• Exercise description:
State the number of lines in the following data that contain the string "void", and nothing else.

• Given records:
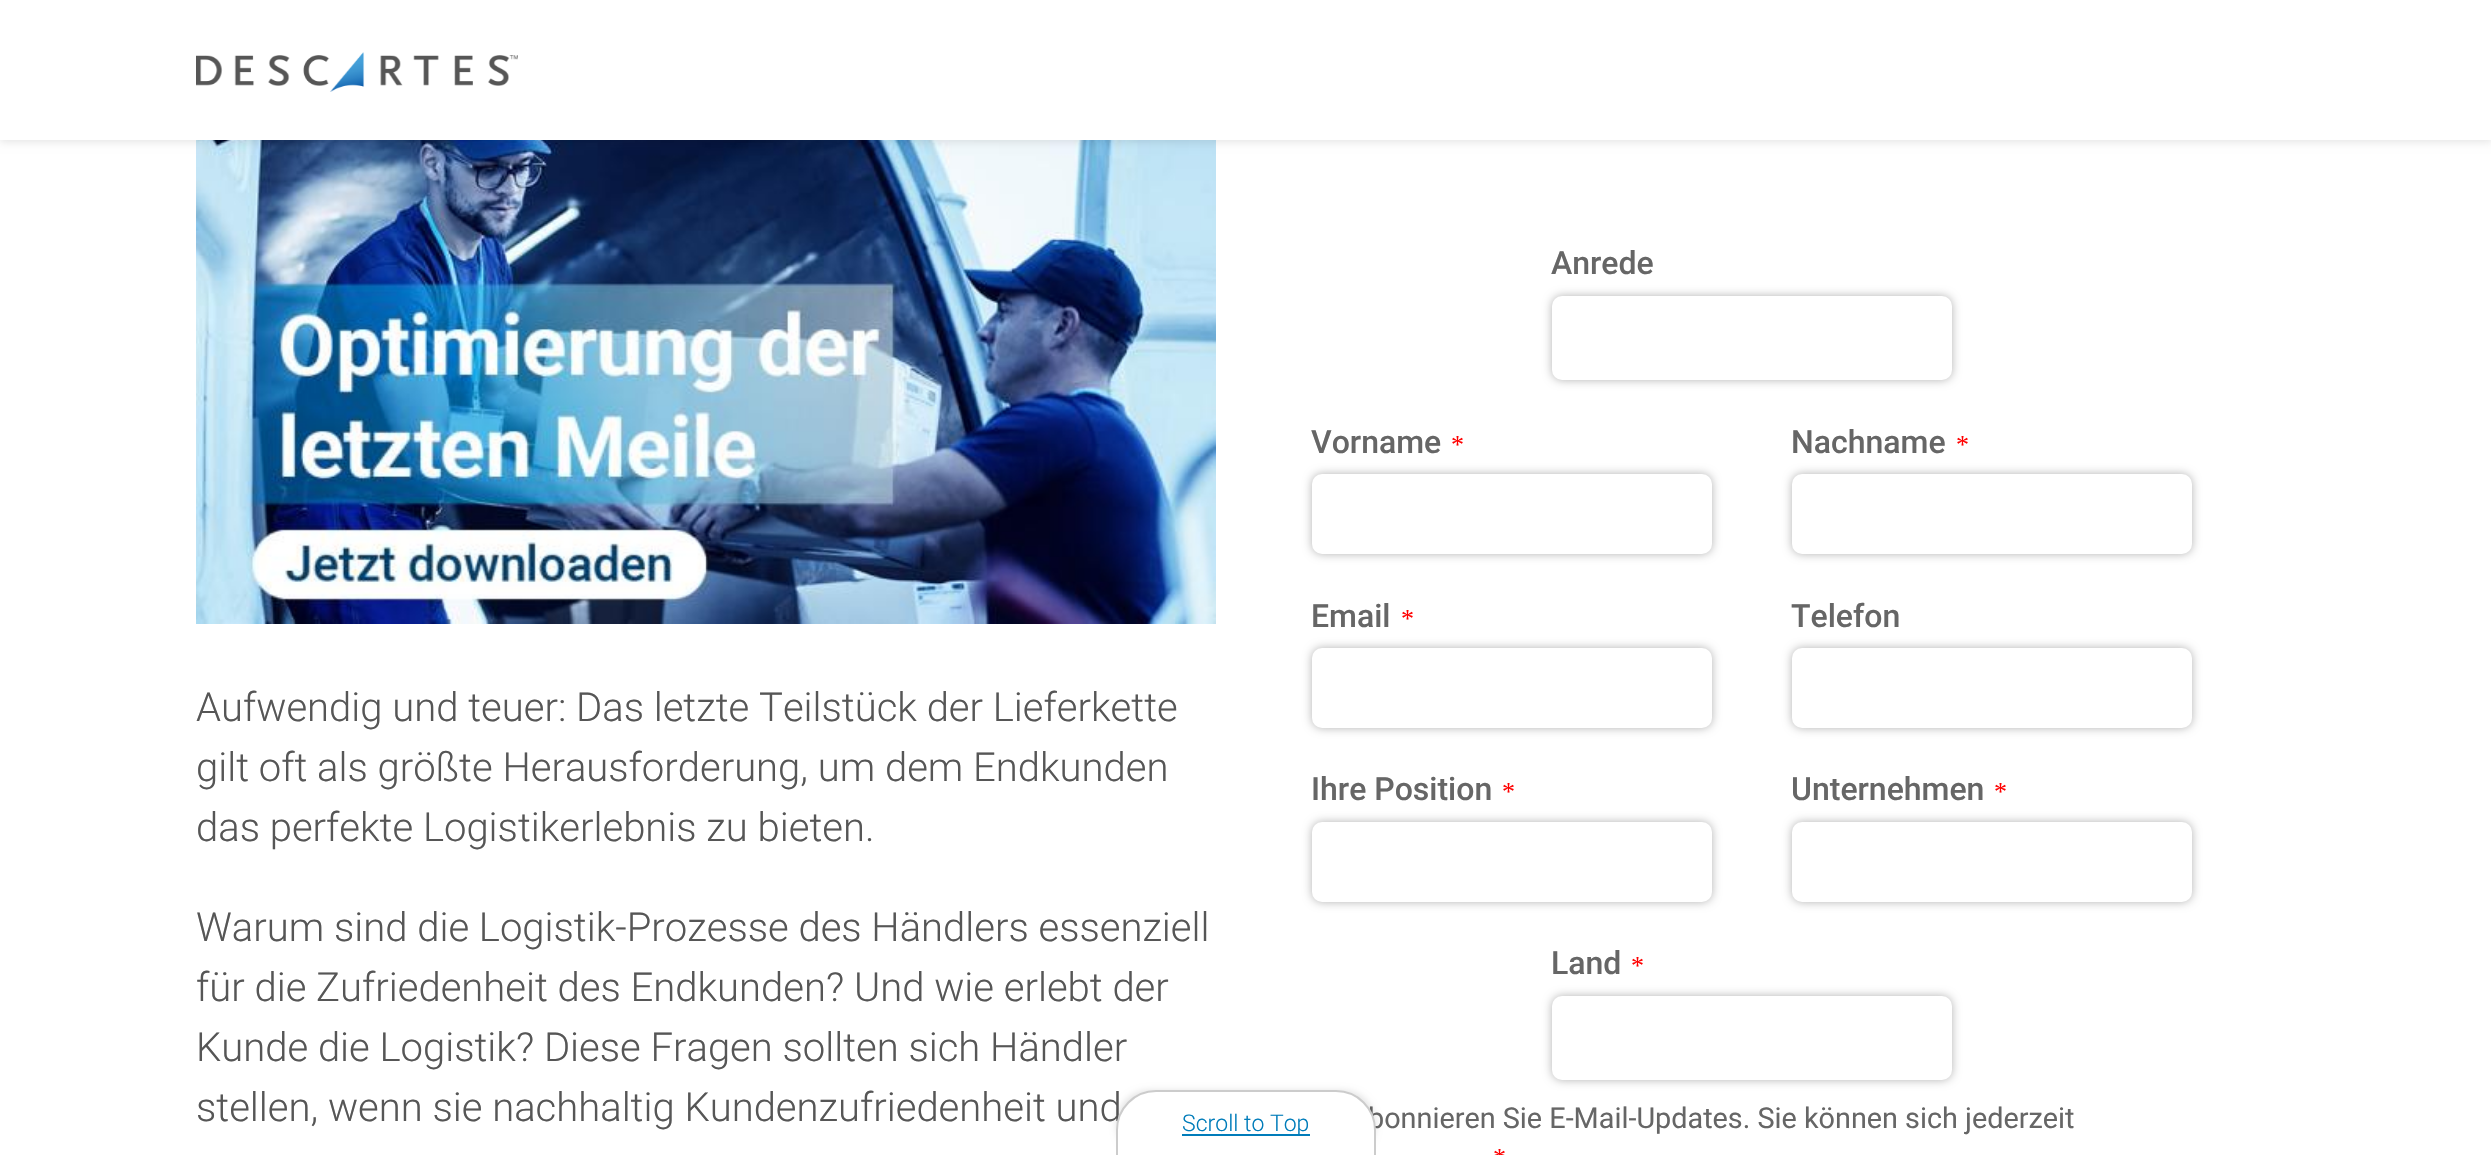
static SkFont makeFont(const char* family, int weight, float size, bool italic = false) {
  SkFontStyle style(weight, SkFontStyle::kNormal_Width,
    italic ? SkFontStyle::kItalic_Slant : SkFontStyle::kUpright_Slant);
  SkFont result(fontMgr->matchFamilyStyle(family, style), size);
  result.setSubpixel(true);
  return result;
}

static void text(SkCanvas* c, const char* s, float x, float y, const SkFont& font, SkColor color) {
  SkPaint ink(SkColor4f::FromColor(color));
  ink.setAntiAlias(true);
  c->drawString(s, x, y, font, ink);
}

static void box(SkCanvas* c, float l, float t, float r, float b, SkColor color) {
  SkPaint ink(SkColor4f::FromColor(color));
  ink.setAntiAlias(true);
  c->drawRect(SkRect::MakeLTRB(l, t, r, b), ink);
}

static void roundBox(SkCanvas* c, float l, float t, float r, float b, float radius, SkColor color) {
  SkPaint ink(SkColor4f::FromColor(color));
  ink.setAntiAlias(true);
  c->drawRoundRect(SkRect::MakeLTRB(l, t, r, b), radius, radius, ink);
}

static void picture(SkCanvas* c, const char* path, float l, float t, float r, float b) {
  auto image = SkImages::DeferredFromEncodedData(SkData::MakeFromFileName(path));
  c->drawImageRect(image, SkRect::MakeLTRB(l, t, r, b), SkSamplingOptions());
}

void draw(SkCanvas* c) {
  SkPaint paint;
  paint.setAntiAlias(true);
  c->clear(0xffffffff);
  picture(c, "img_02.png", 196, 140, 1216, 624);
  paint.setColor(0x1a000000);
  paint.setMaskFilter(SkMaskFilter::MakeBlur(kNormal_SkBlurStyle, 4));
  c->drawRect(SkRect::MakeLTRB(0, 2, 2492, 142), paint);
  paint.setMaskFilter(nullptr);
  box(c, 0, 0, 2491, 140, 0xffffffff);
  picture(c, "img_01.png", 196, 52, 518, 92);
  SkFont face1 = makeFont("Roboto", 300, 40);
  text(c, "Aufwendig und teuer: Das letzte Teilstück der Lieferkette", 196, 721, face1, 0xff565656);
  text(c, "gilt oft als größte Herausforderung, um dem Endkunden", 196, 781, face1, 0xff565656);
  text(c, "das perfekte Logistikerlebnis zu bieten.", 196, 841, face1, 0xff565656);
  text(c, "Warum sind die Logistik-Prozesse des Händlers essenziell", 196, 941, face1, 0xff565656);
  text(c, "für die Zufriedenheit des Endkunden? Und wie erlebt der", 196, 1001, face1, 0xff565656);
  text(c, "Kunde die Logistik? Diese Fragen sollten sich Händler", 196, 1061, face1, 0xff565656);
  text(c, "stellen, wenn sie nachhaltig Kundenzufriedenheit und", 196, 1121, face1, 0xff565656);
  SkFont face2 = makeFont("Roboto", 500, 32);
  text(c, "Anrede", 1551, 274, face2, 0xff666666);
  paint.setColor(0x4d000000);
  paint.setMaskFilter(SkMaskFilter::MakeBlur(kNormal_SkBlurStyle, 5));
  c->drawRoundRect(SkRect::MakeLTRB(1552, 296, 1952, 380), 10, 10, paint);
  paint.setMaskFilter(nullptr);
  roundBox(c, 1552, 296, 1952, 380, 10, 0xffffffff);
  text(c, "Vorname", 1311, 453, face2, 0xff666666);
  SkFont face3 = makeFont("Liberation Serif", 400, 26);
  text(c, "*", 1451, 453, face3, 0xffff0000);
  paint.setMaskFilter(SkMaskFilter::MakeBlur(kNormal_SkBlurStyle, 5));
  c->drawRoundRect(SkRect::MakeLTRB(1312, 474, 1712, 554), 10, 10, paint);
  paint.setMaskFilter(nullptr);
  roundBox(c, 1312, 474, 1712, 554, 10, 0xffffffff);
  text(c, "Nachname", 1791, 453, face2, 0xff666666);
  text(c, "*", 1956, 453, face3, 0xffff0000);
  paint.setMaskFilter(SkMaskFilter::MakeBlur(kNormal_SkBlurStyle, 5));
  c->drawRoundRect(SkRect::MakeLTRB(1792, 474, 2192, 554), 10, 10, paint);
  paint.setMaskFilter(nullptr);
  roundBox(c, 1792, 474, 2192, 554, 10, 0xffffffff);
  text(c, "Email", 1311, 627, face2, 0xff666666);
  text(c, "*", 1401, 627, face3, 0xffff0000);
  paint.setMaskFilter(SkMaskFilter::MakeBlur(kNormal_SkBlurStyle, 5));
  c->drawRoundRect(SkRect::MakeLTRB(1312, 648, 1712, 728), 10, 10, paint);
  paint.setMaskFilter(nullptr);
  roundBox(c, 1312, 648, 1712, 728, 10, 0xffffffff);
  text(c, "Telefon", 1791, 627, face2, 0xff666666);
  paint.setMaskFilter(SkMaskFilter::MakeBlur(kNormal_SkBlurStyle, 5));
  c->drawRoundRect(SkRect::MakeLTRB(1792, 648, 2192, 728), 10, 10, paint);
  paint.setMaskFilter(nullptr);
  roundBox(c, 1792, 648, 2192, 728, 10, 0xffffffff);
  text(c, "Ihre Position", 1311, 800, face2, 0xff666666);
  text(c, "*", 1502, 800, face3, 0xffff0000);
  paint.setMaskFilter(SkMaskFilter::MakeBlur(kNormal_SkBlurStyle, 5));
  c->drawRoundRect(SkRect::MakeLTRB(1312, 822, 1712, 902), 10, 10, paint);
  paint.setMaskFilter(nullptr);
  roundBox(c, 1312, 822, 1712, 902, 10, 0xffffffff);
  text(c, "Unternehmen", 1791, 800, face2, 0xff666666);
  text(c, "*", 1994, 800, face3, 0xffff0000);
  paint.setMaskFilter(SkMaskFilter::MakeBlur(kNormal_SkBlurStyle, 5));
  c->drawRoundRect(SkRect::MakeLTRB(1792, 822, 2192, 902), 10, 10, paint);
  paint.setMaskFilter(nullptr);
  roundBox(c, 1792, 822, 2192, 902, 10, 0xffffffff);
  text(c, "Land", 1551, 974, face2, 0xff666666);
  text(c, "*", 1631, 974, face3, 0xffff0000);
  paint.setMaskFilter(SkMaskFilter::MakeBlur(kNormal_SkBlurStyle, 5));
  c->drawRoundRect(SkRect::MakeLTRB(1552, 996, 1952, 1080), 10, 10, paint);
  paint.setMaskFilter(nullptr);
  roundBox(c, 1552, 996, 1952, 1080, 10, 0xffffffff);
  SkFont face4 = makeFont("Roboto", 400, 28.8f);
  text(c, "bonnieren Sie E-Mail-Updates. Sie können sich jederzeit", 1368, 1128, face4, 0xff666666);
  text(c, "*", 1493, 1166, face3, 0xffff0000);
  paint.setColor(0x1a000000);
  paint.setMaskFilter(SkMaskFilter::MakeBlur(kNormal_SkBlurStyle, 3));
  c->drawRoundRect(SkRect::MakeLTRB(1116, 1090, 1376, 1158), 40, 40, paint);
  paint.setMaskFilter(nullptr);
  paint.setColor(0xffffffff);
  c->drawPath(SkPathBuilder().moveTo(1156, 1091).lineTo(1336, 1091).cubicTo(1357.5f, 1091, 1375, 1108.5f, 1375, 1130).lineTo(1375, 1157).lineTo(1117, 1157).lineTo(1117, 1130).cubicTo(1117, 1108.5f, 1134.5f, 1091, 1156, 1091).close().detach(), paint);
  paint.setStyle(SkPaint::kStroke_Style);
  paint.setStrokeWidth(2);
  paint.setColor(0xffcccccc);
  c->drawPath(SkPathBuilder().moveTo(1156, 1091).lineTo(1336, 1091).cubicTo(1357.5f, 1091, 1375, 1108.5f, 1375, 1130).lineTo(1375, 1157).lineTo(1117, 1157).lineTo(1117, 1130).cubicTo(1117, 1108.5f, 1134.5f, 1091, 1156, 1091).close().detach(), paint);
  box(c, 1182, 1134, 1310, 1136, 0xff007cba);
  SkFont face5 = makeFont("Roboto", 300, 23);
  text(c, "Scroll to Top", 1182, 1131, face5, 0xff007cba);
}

* * *

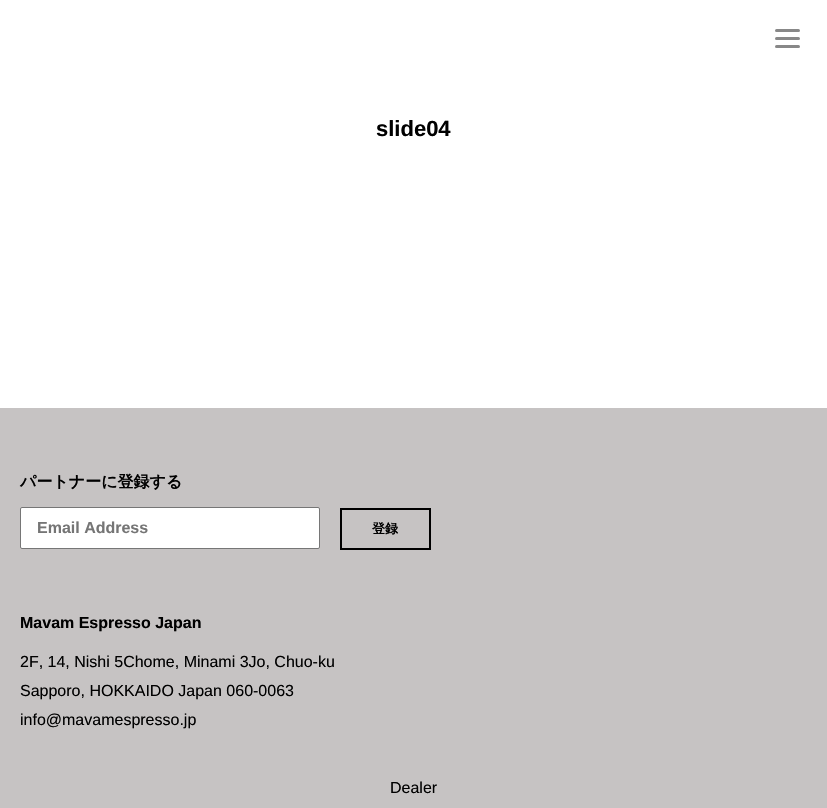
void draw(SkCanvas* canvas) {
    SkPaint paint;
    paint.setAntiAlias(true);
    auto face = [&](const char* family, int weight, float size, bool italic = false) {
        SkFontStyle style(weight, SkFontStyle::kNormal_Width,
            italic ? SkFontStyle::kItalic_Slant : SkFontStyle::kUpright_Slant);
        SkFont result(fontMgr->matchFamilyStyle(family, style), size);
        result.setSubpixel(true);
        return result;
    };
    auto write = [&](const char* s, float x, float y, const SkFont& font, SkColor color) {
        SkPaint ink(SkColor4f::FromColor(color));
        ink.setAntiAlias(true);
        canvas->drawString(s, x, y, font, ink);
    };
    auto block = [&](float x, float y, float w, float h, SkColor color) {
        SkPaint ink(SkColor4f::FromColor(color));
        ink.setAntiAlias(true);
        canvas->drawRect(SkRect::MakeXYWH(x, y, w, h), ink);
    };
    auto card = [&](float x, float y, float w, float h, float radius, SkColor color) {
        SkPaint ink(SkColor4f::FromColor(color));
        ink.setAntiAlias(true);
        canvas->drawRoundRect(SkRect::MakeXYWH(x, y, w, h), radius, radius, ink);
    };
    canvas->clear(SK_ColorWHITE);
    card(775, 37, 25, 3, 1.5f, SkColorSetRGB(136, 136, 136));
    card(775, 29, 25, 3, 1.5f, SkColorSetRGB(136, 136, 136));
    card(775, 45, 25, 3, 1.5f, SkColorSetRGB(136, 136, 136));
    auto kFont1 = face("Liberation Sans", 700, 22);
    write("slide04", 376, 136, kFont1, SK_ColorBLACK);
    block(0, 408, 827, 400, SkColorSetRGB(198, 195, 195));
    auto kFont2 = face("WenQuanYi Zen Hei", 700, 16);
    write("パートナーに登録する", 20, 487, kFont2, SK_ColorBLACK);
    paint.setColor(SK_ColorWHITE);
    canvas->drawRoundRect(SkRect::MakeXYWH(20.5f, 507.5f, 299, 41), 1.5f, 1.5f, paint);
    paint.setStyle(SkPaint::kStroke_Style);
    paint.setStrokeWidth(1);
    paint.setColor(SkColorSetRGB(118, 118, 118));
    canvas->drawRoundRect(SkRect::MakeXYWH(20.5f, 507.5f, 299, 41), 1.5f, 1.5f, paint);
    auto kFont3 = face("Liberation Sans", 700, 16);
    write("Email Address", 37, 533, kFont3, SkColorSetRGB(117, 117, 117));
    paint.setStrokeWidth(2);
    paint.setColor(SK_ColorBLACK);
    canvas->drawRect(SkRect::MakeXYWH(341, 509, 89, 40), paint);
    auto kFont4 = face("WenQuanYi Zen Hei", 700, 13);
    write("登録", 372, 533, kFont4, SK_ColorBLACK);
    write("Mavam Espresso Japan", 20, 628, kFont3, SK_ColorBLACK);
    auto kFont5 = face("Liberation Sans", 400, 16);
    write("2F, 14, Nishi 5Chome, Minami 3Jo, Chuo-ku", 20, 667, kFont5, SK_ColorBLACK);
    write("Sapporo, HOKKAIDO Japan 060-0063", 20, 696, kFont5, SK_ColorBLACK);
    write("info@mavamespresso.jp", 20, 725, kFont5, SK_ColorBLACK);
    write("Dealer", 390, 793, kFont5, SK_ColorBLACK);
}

---

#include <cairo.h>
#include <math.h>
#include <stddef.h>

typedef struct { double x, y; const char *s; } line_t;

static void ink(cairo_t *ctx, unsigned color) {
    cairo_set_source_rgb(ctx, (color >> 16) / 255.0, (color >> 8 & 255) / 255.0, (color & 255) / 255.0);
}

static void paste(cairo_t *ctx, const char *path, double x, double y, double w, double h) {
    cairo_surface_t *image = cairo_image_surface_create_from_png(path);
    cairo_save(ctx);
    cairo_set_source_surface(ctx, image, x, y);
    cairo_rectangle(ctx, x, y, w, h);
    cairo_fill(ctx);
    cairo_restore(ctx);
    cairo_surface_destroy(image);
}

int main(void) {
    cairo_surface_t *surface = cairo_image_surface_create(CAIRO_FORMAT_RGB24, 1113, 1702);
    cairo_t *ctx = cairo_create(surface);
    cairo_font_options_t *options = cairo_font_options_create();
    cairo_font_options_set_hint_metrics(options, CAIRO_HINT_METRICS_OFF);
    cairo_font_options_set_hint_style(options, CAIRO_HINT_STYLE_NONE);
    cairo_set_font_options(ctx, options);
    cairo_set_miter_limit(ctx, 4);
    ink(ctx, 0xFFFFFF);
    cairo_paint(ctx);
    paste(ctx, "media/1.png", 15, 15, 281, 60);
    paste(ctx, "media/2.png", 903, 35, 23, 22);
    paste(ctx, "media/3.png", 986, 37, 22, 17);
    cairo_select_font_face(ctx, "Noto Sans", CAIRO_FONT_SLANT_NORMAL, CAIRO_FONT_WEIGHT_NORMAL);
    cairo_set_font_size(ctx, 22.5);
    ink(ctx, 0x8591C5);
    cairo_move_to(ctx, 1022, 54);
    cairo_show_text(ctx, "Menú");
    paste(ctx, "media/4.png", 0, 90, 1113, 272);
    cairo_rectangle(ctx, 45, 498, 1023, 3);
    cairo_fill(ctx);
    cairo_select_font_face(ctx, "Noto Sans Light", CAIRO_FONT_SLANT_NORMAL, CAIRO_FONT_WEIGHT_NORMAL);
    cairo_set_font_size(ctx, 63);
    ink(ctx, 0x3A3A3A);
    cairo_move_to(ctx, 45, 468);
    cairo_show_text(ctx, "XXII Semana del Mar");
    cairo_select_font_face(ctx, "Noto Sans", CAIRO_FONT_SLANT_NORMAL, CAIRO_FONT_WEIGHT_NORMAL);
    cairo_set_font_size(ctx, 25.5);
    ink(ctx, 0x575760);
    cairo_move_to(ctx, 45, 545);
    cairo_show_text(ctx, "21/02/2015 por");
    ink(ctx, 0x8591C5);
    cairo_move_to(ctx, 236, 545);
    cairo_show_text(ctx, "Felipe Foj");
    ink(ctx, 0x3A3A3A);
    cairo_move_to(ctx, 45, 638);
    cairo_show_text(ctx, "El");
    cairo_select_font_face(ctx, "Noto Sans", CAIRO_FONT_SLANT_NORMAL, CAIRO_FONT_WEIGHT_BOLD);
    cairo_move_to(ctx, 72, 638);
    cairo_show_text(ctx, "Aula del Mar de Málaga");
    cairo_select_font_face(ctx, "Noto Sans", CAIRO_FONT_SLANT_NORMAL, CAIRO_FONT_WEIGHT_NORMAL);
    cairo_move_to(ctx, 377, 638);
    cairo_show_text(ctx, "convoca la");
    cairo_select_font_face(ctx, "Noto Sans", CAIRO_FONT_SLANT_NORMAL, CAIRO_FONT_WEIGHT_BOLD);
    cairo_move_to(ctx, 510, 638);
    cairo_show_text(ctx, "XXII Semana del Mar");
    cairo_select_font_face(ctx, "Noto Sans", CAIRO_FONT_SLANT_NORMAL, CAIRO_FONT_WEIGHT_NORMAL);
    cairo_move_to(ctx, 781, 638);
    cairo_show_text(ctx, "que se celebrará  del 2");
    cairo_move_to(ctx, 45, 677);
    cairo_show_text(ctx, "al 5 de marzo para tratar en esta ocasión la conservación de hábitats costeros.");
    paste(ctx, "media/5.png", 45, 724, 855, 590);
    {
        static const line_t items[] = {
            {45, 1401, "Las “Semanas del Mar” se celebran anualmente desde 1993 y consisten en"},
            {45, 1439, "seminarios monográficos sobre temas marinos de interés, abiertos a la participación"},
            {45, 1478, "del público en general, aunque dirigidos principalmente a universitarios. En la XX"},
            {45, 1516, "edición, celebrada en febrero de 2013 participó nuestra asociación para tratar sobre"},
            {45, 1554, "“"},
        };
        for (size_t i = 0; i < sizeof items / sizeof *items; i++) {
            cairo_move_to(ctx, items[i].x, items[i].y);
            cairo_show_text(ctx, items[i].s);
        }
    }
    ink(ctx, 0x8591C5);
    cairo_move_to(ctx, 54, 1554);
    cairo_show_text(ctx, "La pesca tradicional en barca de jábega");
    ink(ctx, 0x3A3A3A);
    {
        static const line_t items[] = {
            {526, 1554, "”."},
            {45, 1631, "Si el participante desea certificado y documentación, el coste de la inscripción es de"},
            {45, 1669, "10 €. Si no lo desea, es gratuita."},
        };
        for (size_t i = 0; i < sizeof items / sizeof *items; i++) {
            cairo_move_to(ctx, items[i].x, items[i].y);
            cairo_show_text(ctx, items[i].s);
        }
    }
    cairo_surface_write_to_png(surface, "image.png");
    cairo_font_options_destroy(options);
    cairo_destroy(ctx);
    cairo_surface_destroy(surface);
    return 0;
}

• Your response:
9